Nel suo soggiorno a Roma, Granet esplorò anche i dintorni e come altri artisti suoi contemporanei ci ha lasciato una serie d'immagini della nostra città, scegliendo punti di vista non convenzionali come questa "View of the Falls at Tivoli", olio su carta riportata su tela, cm. 27,6 x 36,6, a lui attribuito, databile tra il 1808 ed il 1810, conservato nella National Gallery a Londra, ma attualmente non visibile. Una rara visione della cascata che s'intravede soltanto in fondo a destra, mentre ben visibili e in primo piano gli
edifici del borgo Cornuta, in particolare l'ospedaletto, che era vicino alla chiesa di S. Maria del Ponte, della quale invece è visibile solo la parte finale dell'edificio, a sinistra della tela.
Quasi al centro del dipinto la porta di S. Michele Arcangelo, che conduceva da un lato alla strada per Quintiliolo e dall'altro alla strada per Vicovaro, non essendo costruita ancora l'attuale Via Roma (quella che costeggia il bacino artificiale del lago S. Giovanni). Ormai tutto è scomparso!
La porta S. Michele Arcangelo fu abbattuta nel 1888-1889, per permettere il passaggio del landeau di Guglielmo II, imperatore di Germania e re di Prussia, il quale dovette poi rimandare la visita al decennio successivo per uno spaventoso nubifragio che si abbatté sulla zona.
"Kaiser Guglielmo" aveva ritenuto opportuno infatti, dopo la sua ascesa al trono, visitare anche l'Italia, che nel 1882, insieme all'Austria, aveva dato vita alla triplice Alleanza.
Il borgo Cornuta che corrisponde agli edifici dell'ex hotel Sirene trae il suo nome probabilmente proprio dalla strada che si biforcava dopo la porta o meglio dall'ammassarsi nella zona degli animali "cornuti" che venivano fatti sostare prima di transitare sul precario ponte sulla cascata.
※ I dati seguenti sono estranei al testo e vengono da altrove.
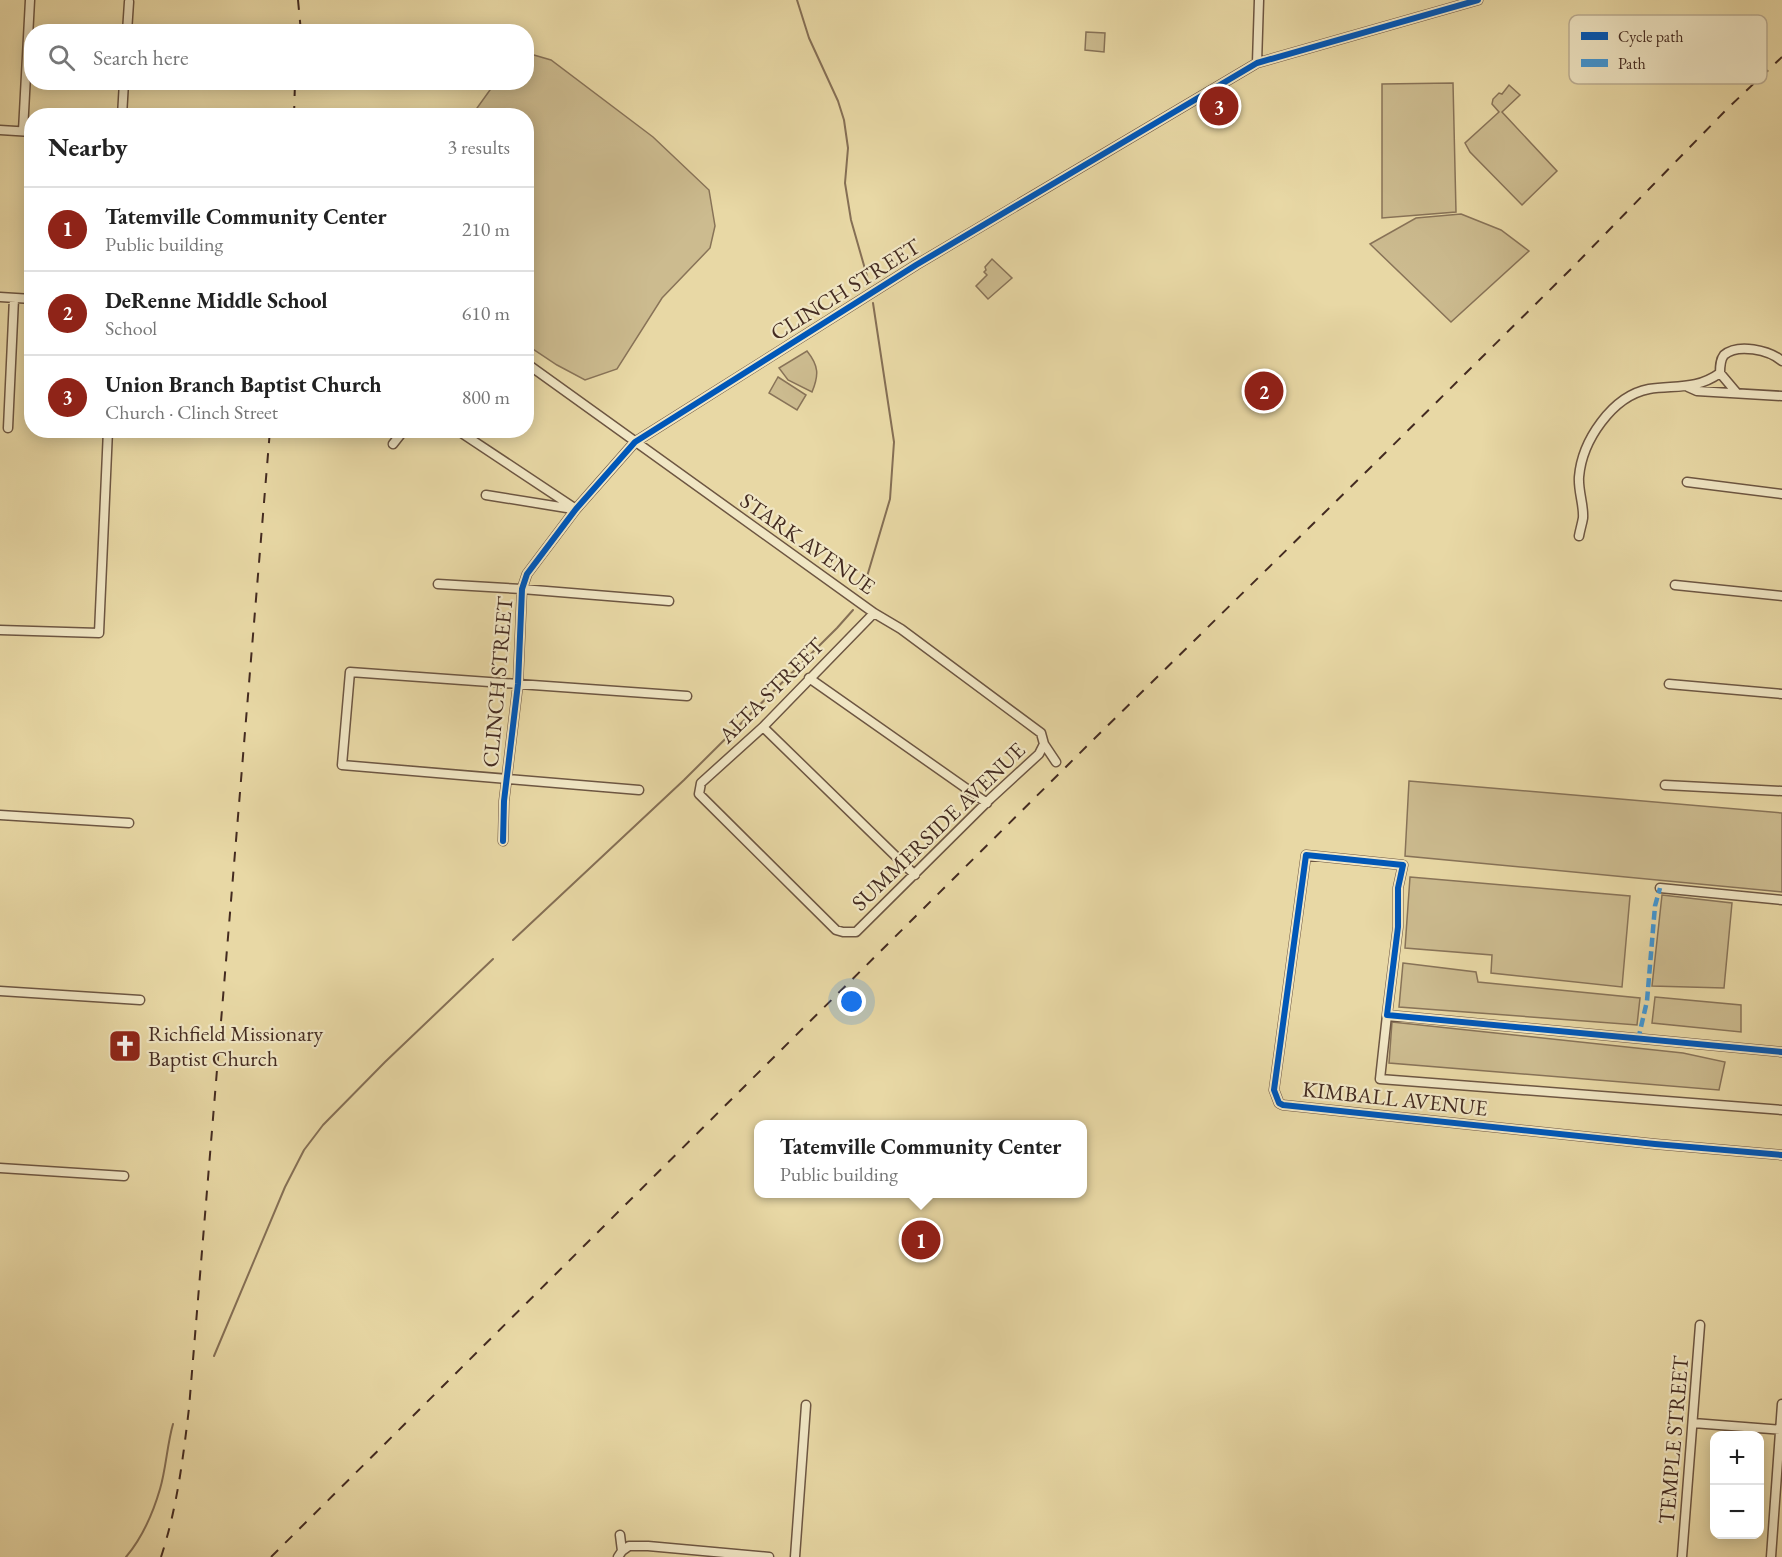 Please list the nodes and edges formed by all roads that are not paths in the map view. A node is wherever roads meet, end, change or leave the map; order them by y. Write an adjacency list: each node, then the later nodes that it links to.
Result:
1 (30, 0): 5 (street)
2 (1259, 0): 7 (street)
3 (1478, 0): 7 (street, CLINCH STREET)
4 (129, 2): 6 (street)
5 (29, 24)
6 (128, 24)
7 (1257, 63): 27 (street, CLINCH STREET)
8 (28, 90): 10 (street)
9 (124, 90): 11 (street)
10 (28, 108)
11 (122, 108)
12 (0, 130): 13 (street)
13 (24, 132)
14 (0, 297): 15 (street)
15 (14, 298): 16 (street); 23 (street)
16 (24, 299)
17 (1782, 361): 19 (street)
18 (534, 369): 27 (street, STARK AVENUE)
19 (1719, 373): 20 (street); 21 (street)
20 (1688, 387): 21 (street); 33 (street)
21 (1736, 393): 22 (street)
22 (1782, 396)
23 (8, 428)
24 (108, 438): 40 (street)
25 (398, 438): 28 (street)
26 (469, 438): 32 (street)
27 (635, 442): 32 (street, CLINCH STREET); 39 (street, STARK AVENUE)
28 (393, 444)
29 (1687, 482): 30 (street)
30 (1782, 494)
31 (486, 495): 32 (street)
32 (576, 509): 36 (street, CLINCH STREET)
33 (1579, 536)
34 (438, 584): 36 (street)
35 (1675, 585): 37 (street)
36 (522, 589): 38 (street); 42 (street, CLINCH STREET)
37 (1782, 596)
38 (669, 601)
39 (874, 613): 41 (street, ALTA STREET); 47 (street, STARK AVENUE)
40 (0, 630)
41 (809, 678): 46 (street, ALTA STREET); 53 (street)
42 (518, 684): 45 (street); 49 (street, CLINCH STREET); 49 (street)
43 (1669, 684): 44 (street)
44 (1782, 694)
45 (687, 696)
46 (763, 727): 57 (street); 60 (street, ALTA STREET)
47 (1044, 744): 48 (street, STARK AVENUE); 53 (street, SUMMERSIDE AVENUE)
48 (1056, 762)
49 (507, 779): 51 (street); 56 (street, CLINCH STREET)
50 (1665, 785): 52 (street)
51 (639, 790)
52 (1782, 791)
53 (987, 803): 57 (street, SUMMERSIDE AVENUE)
54 (0, 815): 55 (street)
55 (129, 823)
56 (502, 842)
57 (915, 875): 60 (street, SUMMERSIDE AVENUE)
58 (1660, 888): 59 (street)
59 (1782, 900)
60 (856, 932)
61 (0, 991): 62 (street)
62 (140, 1000)
63 (1387, 1016): 64 (street); 65 (street); 66 (street, KIMBALL AVENUE)
64 (1782, 1052)
65 (1782, 1110)
66 (1782, 1155)
67 (0, 1168): 68 (street)
68 (124, 1176)
69 (1700, 1325): 72 (street, TEMPLE STREET)
70 (1782, 1404): 73 (street)
71 (806, 1405): 77 (street)
72 (1693, 1423): 73 (street); 78 (street, TEMPLE STREET)
73 (1781, 1429): 79 (street)
74 (620, 1535): 75 (street)
75 (620, 1554): 76 (street)
76 (769, 1557)
77 (795, 1557)
78 (1682, 1557)
79 (1770, 1557)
Il borgo proseguiva poi oltre la porta e gli scavi condotti in occasione della costruzione dei cunicoli gregoriani rilevarono che la zona del borgo Cornuta, posta sotto le pendici del monte Catillo ed il fiume Aniene, era destinata a sepolcreto, proprio perché fuori della città.
Ritornando al dipinto, notiamo che il cespuglio con fiori che s'intravede in primo piano, oltre a portare una nota di colore nel panorama generale, suggerisce che l'opera, dopo uno schizzo preso a Tivoli, può essere stata realizzata da Granet nel suo studio e non en plein air.